The Law Ministry’s advice also contained the option of filing an amended complaint as directed by the court but before another Special Court to be constituted. In that case, the Law Ministry said, the Act would oblige a de-novo joint trial.
But the Law Ministry had warned that such an option would raise more questions and concerns on the state of Special Court processes than what were being intended to be addressed. The Law Ministry added that it might virtually render redundant the entire proceedings of last one year in Musharraf case. “In that eventuality, there would be no guarantee that even if additional accused may submit to the court jurisdiction, any of the other accused might drag more public office holders to implicate persons at will,” the premier was told.

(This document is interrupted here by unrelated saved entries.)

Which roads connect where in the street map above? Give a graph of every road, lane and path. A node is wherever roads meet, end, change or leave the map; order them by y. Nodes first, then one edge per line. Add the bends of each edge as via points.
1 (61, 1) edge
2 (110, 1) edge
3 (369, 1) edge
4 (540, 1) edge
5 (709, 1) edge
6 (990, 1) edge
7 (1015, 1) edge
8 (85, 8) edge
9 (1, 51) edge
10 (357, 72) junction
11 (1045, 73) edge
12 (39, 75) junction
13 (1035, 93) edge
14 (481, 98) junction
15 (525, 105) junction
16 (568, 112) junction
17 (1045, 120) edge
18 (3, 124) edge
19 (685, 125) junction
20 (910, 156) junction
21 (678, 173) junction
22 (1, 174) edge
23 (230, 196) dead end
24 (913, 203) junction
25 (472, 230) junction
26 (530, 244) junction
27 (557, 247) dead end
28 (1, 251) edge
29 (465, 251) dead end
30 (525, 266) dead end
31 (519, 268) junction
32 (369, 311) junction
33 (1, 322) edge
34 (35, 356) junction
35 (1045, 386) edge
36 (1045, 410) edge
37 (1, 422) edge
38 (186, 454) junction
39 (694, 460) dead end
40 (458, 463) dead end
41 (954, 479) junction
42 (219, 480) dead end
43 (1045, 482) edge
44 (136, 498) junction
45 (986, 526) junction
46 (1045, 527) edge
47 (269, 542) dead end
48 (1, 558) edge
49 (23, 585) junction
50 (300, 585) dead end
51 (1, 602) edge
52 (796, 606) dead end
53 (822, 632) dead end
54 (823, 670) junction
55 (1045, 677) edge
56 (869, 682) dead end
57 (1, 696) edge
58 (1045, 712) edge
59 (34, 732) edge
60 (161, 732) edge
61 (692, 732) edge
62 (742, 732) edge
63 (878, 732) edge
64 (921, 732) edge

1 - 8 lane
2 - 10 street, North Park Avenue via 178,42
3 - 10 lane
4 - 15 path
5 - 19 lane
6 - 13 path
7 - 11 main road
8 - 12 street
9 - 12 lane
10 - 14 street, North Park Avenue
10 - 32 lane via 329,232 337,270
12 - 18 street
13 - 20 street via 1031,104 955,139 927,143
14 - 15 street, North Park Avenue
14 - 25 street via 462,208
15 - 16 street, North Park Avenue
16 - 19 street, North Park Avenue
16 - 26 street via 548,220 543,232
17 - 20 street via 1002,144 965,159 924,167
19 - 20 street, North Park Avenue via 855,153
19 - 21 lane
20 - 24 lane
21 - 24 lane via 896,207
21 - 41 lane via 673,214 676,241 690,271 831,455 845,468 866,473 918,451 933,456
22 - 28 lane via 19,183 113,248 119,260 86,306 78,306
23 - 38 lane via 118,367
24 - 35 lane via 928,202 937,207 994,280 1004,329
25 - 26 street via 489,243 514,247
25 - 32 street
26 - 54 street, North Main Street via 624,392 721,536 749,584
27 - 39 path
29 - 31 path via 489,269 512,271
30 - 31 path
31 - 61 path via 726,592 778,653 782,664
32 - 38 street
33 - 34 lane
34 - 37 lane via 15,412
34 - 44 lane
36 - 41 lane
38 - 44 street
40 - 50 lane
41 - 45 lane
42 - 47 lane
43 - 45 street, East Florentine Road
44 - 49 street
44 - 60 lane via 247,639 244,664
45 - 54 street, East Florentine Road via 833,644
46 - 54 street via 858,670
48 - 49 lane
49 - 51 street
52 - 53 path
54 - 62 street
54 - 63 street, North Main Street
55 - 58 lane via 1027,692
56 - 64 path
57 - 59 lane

About the other available options, the Law Ministry summary said, there was no clear procedure laid down in the 1976 Act to challenge such interim orders. It suggested that it would be appropriate that the decision at the most might be challenged under Article 199 of the Constitution in writ jurisdiction of the high court against exercising jurisdiction not vested in Special Court and failure to exercise statutory jurisdiction constitute valid grounds in view of violation of Act XVII of 1976 mandate read with Article 4 of Constitution and Code of Conduct of Judges. This writ was the preferred option for the Law Ministry.
Regarding the option of appeal in the Supreme Court, the Law Ministry said that any party aggrieved by the final judgment of the Special Court may prefer appeal to the Supreme Court within 30 days of the passing of the judgment. The ministry added that the decision of the Special Court to file the amended complaint without reinvestigation of the case by adjoining of certain abettors did not appear to be final judgment on its face but it might be argued otherwise. So appeal to the SC might not be the first or preferred option, the Law Ministry had advised the premier.
The Law Ministry was also of the view that a reference to Supreme Court could also be considered (Article 186) to seek clarification on the powers of the Special Court on certain matter including as whether it can add accused persons. However, the Law Ministry advised the PM not to go for this option.It added that an Ordinance can be issued to clarify the powers of the special courts with effect from 1976 to nullify the “illegal” and “unlawful” order dated 21-11-2014.